On 24 October 2022, Sky Sports and the GAA announced a mutual agreement to end their broadcast partnership after nine years.

===NCAA===
In November 2023, Sky announced an agreement with ESPN International to acquire rights to ESPN College Football broadcasts for the remainder of the 2023 season and the 2024 season on Sky Sports NFL, including three games a week during the regular season, studio programs such as College GameDay and Half-time Report, and ESPN-televised bowl games. The deal also saw Sky show three ESPN College Basketball games a week plus March Madness. For the 2025/26 season the rights passed to DAZN.

===Basketball===
In 2018, Sky Sports signed a four-year deal to broadcast the NBA in the United Kingdom. The rights then moved to TNT Sports.
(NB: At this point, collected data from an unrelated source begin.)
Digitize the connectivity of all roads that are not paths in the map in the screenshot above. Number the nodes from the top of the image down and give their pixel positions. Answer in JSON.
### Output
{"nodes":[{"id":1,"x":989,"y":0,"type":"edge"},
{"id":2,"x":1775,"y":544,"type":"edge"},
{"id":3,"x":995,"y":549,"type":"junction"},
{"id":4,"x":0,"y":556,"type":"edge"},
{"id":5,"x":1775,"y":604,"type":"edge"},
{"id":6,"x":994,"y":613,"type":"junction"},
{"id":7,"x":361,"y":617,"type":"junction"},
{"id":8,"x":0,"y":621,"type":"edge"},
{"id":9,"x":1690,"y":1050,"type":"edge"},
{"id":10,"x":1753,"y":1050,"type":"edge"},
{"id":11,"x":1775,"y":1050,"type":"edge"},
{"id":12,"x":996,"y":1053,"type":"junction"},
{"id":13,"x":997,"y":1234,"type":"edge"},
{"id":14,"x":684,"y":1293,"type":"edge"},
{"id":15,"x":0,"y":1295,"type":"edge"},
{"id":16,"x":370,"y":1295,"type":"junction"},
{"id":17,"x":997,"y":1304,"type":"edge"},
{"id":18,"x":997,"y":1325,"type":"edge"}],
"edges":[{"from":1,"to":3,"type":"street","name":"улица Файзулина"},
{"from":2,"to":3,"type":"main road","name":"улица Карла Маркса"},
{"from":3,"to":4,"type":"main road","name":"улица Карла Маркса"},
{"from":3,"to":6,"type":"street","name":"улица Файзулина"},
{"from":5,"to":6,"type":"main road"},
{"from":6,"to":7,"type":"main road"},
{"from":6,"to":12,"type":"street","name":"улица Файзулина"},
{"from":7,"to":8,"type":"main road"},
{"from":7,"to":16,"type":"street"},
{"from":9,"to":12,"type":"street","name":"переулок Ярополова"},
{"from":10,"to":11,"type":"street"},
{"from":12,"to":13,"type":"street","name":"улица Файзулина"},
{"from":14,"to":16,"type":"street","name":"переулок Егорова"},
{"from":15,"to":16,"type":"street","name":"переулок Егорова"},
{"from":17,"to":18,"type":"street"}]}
In November 2020, coverage of the British Basketball League returned to Sky Sports in a new two-year deal which saw Sky broadcasting 30 games per season, including BBL Trophy Final, BBL Cup Final and BBL Playoffs. This has been extended to cover the 2023/24 season. However, when the competition was relaunched in 2024 as Super League Basketball, coverage moved to DAZN.